_Problem description_:
Print the full listing below exactly, keeping every character as it stands.

_Listed records_:
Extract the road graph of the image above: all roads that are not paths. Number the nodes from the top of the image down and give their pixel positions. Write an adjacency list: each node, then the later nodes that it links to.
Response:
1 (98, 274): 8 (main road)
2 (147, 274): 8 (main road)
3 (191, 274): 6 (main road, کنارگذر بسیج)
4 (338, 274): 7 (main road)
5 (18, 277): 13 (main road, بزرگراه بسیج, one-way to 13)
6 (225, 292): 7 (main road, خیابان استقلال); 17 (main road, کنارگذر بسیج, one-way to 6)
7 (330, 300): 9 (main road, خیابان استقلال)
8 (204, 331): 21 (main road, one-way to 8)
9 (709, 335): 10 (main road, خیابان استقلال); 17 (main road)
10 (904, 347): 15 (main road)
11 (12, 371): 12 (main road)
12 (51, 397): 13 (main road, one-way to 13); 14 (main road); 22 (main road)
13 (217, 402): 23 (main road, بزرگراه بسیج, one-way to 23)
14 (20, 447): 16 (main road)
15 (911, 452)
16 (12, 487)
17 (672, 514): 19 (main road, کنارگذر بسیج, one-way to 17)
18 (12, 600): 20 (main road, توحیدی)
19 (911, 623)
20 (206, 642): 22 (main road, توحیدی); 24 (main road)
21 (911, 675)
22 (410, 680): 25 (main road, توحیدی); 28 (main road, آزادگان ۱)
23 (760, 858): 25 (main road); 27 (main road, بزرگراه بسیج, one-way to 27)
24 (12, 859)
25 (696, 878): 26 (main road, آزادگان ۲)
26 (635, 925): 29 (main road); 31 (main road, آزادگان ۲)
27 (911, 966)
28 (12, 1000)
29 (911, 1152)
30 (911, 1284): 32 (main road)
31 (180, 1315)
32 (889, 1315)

_Finished exercise_:
Extract the road graph of the image above: all roads that are not paths. Number the nodes from the top of the image down and give their pixel positions. Write an adjacency list: each node, then the later nodes that it links to.
Response:
1 (98, 274): 8 (main road)
2 (147, 274): 8 (main road)
3 (191, 274): 6 (main road, کنارگذر بسیج)
4 (338, 274): 7 (main road)
5 (18, 277): 13 (main road, بزرگراه بسیج, one-way to 13)
6 (225, 292): 7 (main road, خیابان استقلال); 17 (main road, کنارگذر بسیج, one-way to 6)
7 (330, 300): 9 (main road, خیابان استقلال)
8 (204, 331): 21 (main road, one-way to 8)
9 (709, 335): 10 (main road, خیابان استقلال); 17 (main road)
10 (904, 347): 15 (main road)
11 (12, 371): 12 (main road)
12 (51, 397): 13 (main road, one-way to 13); 14 (main road); 22 (main road)
13 (217, 402): 23 (main road, بزرگراه بسیج, one-way to 23)
14 (20, 447): 16 (main road)
15 (911, 452)
16 (12, 487)
17 (672, 514): 19 (main road, کنارگذر بسیج, one-way to 17)
18 (12, 600): 20 (main road, توحیدی)
19 (911, 623)
20 (206, 642): 22 (main road, توحیدی); 24 (main road)
21 (911, 675)
22 (410, 680): 25 (main road, توحیدی); 28 (main road, آزادگان ۱)
23 (760, 858): 25 (main road); 27 (main road, بزرگراه بسیج, one-way to 27)
24 (12, 859)
25 (696, 878): 26 (main road, آزادگان ۲)
26 (635, 925): 29 (main road); 31 (main road, آزادگان ۲)
27 (911, 966)
28 (12, 1000)
29 (911, 1152)
30 (911, 1284): 32 (main road)
31 (180, 1315)
32 (889, 1315)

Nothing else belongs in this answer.